▸ YOUR GOAL
An exact copy of the listing is required, with its pictures removed.

EXERCISE MATERIALS Start Marker

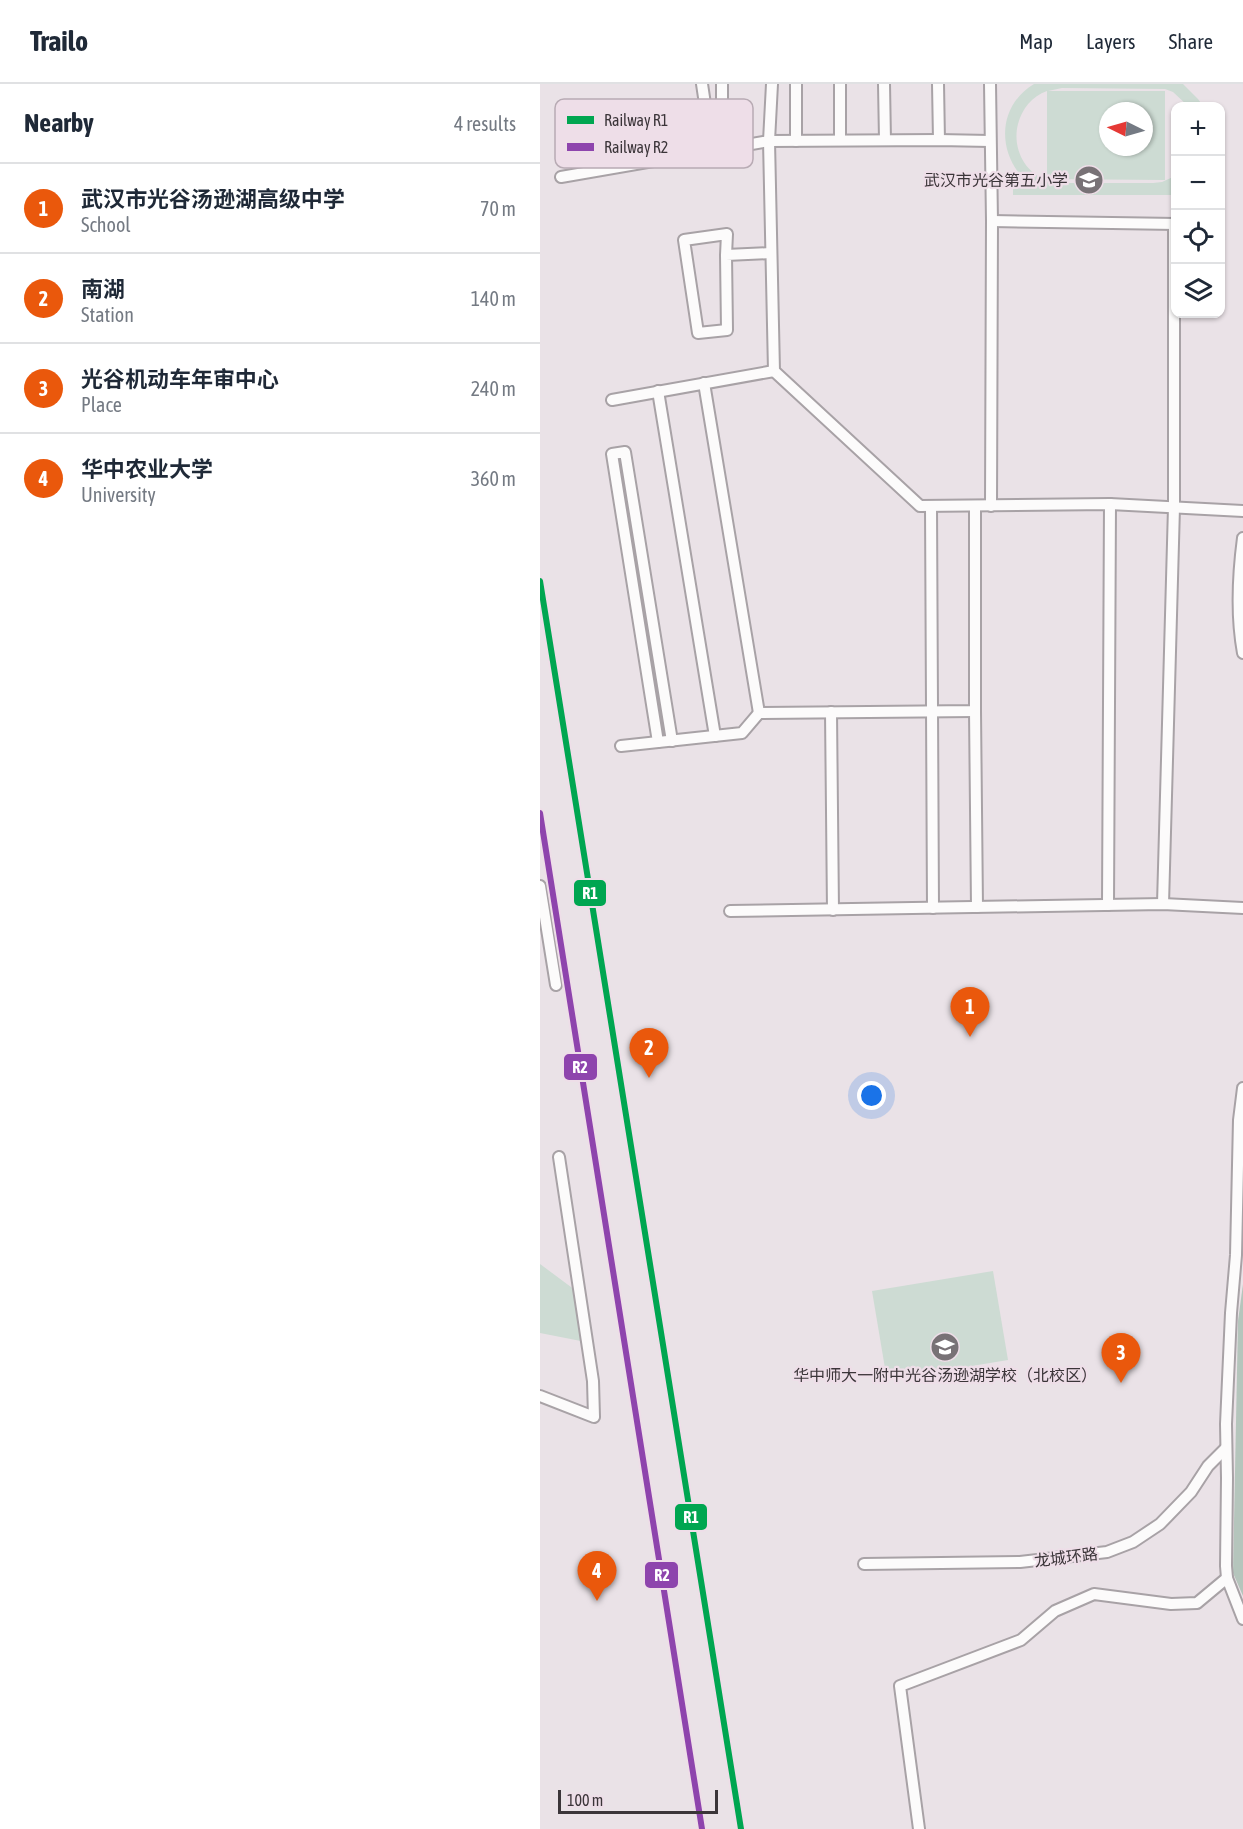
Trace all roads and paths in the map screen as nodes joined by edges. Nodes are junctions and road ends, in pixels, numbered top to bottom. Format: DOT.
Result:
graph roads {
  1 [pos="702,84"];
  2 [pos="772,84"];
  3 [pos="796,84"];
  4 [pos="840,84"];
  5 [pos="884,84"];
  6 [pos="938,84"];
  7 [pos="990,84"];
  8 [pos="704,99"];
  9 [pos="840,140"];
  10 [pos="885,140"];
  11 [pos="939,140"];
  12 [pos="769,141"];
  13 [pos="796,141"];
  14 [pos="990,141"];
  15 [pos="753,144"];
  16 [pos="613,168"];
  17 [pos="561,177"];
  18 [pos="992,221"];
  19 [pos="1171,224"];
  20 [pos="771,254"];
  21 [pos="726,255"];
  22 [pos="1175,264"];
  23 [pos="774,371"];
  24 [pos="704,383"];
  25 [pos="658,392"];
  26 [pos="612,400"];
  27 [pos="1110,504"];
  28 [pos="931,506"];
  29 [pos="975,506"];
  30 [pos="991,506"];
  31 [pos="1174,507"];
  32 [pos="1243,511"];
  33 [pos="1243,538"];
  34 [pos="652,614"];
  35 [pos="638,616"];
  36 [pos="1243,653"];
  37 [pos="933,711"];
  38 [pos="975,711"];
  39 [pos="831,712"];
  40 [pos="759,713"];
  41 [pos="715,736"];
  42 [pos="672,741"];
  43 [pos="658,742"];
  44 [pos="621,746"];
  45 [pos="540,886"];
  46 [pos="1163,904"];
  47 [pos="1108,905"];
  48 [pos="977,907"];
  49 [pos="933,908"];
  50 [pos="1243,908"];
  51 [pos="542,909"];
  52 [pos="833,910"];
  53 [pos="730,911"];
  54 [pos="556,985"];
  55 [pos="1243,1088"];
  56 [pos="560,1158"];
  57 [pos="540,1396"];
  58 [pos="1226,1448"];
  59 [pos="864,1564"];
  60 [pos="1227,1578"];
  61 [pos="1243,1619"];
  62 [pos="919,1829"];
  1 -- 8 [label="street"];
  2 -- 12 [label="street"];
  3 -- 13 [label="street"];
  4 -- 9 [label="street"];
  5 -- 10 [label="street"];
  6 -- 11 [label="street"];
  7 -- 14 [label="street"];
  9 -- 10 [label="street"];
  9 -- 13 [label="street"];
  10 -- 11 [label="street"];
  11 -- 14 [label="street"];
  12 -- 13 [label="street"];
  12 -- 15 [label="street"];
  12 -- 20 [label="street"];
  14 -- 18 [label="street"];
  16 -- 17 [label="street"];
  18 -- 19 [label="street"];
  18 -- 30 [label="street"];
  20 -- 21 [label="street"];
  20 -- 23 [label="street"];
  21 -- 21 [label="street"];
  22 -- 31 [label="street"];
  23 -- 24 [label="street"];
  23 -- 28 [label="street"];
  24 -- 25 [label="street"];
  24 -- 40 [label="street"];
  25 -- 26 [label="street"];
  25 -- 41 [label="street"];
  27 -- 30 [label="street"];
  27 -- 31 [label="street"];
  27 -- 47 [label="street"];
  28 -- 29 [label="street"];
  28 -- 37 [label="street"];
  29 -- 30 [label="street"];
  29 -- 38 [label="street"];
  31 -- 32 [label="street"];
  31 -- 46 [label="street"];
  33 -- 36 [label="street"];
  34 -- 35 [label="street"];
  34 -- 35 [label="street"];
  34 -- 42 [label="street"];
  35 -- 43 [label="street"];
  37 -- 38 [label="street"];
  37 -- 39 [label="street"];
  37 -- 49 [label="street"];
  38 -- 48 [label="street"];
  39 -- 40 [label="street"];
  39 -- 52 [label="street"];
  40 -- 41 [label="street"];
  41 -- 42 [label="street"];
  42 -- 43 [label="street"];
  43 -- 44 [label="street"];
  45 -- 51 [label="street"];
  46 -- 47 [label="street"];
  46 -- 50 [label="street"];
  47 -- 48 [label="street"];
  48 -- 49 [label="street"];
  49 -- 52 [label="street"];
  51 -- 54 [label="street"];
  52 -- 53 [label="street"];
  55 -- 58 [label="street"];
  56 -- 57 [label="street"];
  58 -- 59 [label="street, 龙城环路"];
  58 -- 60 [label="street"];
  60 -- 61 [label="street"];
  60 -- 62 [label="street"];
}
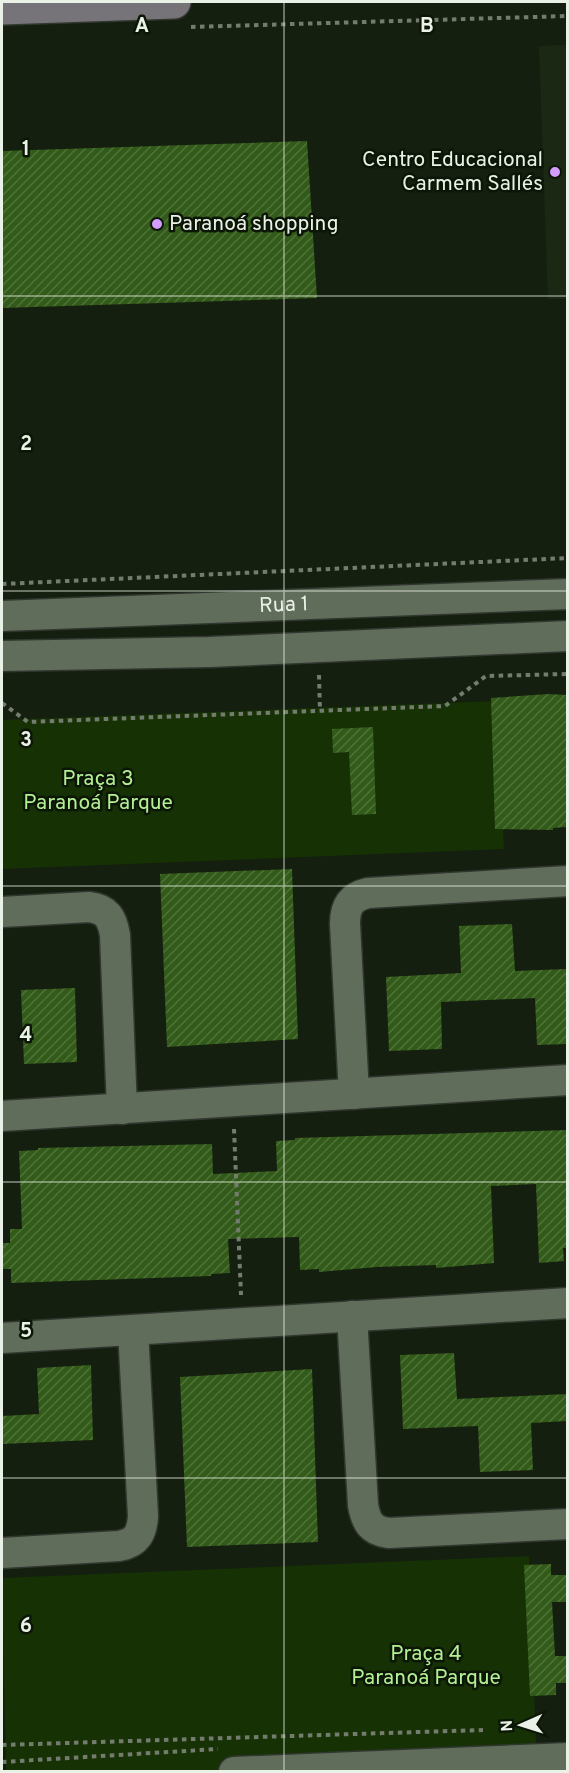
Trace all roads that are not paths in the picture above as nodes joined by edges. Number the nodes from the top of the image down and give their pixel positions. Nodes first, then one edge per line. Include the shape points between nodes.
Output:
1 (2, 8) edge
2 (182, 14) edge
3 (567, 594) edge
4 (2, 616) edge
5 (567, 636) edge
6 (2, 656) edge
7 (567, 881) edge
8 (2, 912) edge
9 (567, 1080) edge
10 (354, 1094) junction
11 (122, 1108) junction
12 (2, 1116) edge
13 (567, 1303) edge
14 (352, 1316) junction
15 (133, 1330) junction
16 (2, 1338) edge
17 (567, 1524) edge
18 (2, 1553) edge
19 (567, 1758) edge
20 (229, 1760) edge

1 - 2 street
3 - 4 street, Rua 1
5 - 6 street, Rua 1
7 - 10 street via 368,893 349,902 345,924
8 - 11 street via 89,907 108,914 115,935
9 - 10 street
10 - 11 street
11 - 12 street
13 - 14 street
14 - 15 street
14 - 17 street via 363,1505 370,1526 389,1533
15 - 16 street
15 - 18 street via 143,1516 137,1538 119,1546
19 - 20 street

EXERCISE MATERIALS End Marker

▸ SOLUTION
Trace all roads and paths in the map screen as nodes joined by edges. Nodes are junctions and road ends, in pixels, numbered top to bottom. Format: DOT.
Result:
graph roads {
  1 [pos="702,84"];
  2 [pos="772,84"];
  3 [pos="796,84"];
  4 [pos="840,84"];
  5 [pos="884,84"];
  6 [pos="938,84"];
  7 [pos="990,84"];
  8 [pos="704,99"];
  9 [pos="840,140"];
  10 [pos="885,140"];
  11 [pos="939,140"];
  12 [pos="769,141"];
  13 [pos="796,141"];
  14 [pos="990,141"];
  15 [pos="753,144"];
  16 [pos="613,168"];
  17 [pos="561,177"];
  18 [pos="992,221"];
  19 [pos="1171,224"];
  20 [pos="771,254"];
  21 [pos="726,255"];
  22 [pos="1175,264"];
  23 [pos="774,371"];
  24 [pos="704,383"];
  25 [pos="658,392"];
  26 [pos="612,400"];
  27 [pos="1110,504"];
  28 [pos="931,506"];
  29 [pos="975,506"];
  30 [pos="991,506"];
  31 [pos="1174,507"];
  32 [pos="1243,511"];
  33 [pos="1243,538"];
  34 [pos="652,614"];
  35 [pos="638,616"];
  36 [pos="1243,653"];
  37 [pos="933,711"];
  38 [pos="975,711"];
  39 [pos="831,712"];
  40 [pos="759,713"];
  41 [pos="715,736"];
  42 [pos="672,741"];
  43 [pos="658,742"];
  44 [pos="621,746"];
  45 [pos="540,886"];
  46 [pos="1163,904"];
  47 [pos="1108,905"];
  48 [pos="977,907"];
  49 [pos="933,908"];
  50 [pos="1243,908"];
  51 [pos="542,909"];
  52 [pos="833,910"];
  53 [pos="730,911"];
  54 [pos="556,985"];
  55 [pos="1243,1088"];
  56 [pos="560,1158"];
  57 [pos="540,1396"];
  58 [pos="1226,1448"];
  59 [pos="864,1564"];
  60 [pos="1227,1578"];
  61 [pos="1243,1619"];
  62 [pos="919,1829"];
  1 -- 8 [label="street"];
  2 -- 12 [label="street"];
  3 -- 13 [label="street"];
  4 -- 9 [label="street"];
  5 -- 10 [label="street"];
  6 -- 11 [label="street"];
  7 -- 14 [label="street"];
  9 -- 10 [label="street"];
  9 -- 13 [label="street"];
  10 -- 11 [label="street"];
  11 -- 14 [label="street"];
  12 -- 13 [label="street"];
  12 -- 15 [label="street"];
  12 -- 20 [label="street"];
  14 -- 18 [label="street"];
  16 -- 17 [label="street"];
  18 -- 19 [label="street"];
  18 -- 30 [label="street"];
  20 -- 21 [label="street"];
  20 -- 23 [label="street"];
  21 -- 21 [label="street"];
  22 -- 31 [label="street"];
  23 -- 24 [label="street"];
  23 -- 28 [label="street"];
  24 -- 25 [label="street"];
  24 -- 40 [label="street"];
  25 -- 26 [label="street"];
  25 -- 41 [label="street"];
  27 -- 30 [label="street"];
  27 -- 31 [label="street"];
  27 -- 47 [label="street"];
  28 -- 29 [label="street"];
  28 -- 37 [label="street"];
  29 -- 30 [label="street"];
  29 -- 38 [label="street"];
  31 -- 32 [label="street"];
  31 -- 46 [label="street"];
  33 -- 36 [label="street"];
  34 -- 35 [label="street"];
  34 -- 35 [label="street"];
  34 -- 42 [label="street"];
  35 -- 43 [label="street"];
  37 -- 38 [label="street"];
  37 -- 39 [label="street"];
  37 -- 49 [label="street"];
  38 -- 48 [label="street"];
  39 -- 40 [label="street"];
  39 -- 52 [label="street"];
  40 -- 41 [label="street"];
  41 -- 42 [label="street"];
  42 -- 43 [label="street"];
  43 -- 44 [label="street"];
  45 -- 51 [label="street"];
  46 -- 47 [label="street"];
  46 -- 50 [label="street"];
  47 -- 48 [label="street"];
  48 -- 49 [label="street"];
  49 -- 52 [label="street"];
  51 -- 54 [label="street"];
  52 -- 53 [label="street"];
  55 -- 58 [label="street"];
  56 -- 57 [label="street"];
  58 -- 59 [label="street, 龙城环路"];
  58 -- 60 [label="street"];
  60 -- 61 [label="street"];
  60 -- 62 [label="street"];
}
Trace all roads that are not paths in the picture above as nodes joined by edges. Number the nodes from the top of the image down and give their pixel positions. Nodes first, then one edge per line. Include the shape points between nodes.
Output:
1 (2, 8) edge
2 (182, 14) edge
3 (567, 594) edge
4 (2, 616) edge
5 (567, 636) edge
6 (2, 656) edge
7 (567, 881) edge
8 (2, 912) edge
9 (567, 1080) edge
10 (354, 1094) junction
11 (122, 1108) junction
12 (2, 1116) edge
13 (567, 1303) edge
14 (352, 1316) junction
15 (133, 1330) junction
16 (2, 1338) edge
17 (567, 1524) edge
18 (2, 1553) edge
19 (567, 1758) edge
20 (229, 1760) edge

1 - 2 street
3 - 4 street, Rua 1
5 - 6 street, Rua 1
7 - 10 street via 368,893 349,902 345,924
8 - 11 street via 89,907 108,914 115,935
9 - 10 street
10 - 11 street
11 - 12 street
13 - 14 street
14 - 15 street
14 - 17 street via 363,1505 370,1526 389,1533
15 - 16 street
15 - 18 street via 143,1516 137,1538 119,1546
19 - 20 street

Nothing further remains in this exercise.